When you transcribe the listing that follows, keep every line exact and omit the pictures.

Available data: Begin

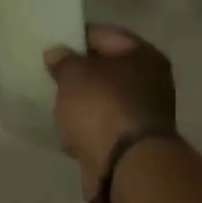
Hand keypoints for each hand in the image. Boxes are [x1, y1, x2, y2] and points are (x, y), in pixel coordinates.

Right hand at [44, 25, 176, 188]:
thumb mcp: (74, 74)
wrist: (125, 167)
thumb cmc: (102, 107)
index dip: (77, 37)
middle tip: (51, 75)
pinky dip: (86, 129)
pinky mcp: (131, 144)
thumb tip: (57, 54)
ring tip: (56, 106)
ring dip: (82, 104)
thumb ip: (63, 60)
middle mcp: (150, 82)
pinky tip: (67, 133)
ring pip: (103, 100)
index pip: (105, 34)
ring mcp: (143, 115)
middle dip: (79, 74)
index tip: (53, 44)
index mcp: (142, 55)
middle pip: (106, 70)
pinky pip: (102, 128)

Available data: End

• Result of the exercise
Hand keypoints for each hand in the image. Boxes are [x1, y1, x2, y2] and points are (x, y), in pixel coordinates.

Right hand at [44, 25, 176, 188]:
thumb mcp: (74, 74)
wrist: (125, 167)
thumb cmc: (102, 107)
index dip: (77, 37)
middle tip: (51, 75)
pinky dip: (86, 129)
pinky mcp: (131, 144)
thumb tip: (57, 54)
ring tip: (56, 106)
ring dip: (82, 104)
thumb ip: (63, 60)
middle mcp: (150, 82)
pinky tip: (67, 133)
ring pip: (103, 100)
index pip: (105, 34)
ring mcp: (143, 115)
middle dip: (79, 74)
index tip: (53, 44)
index mcp: (142, 55)
middle pip: (106, 70)
pinky pip: (102, 128)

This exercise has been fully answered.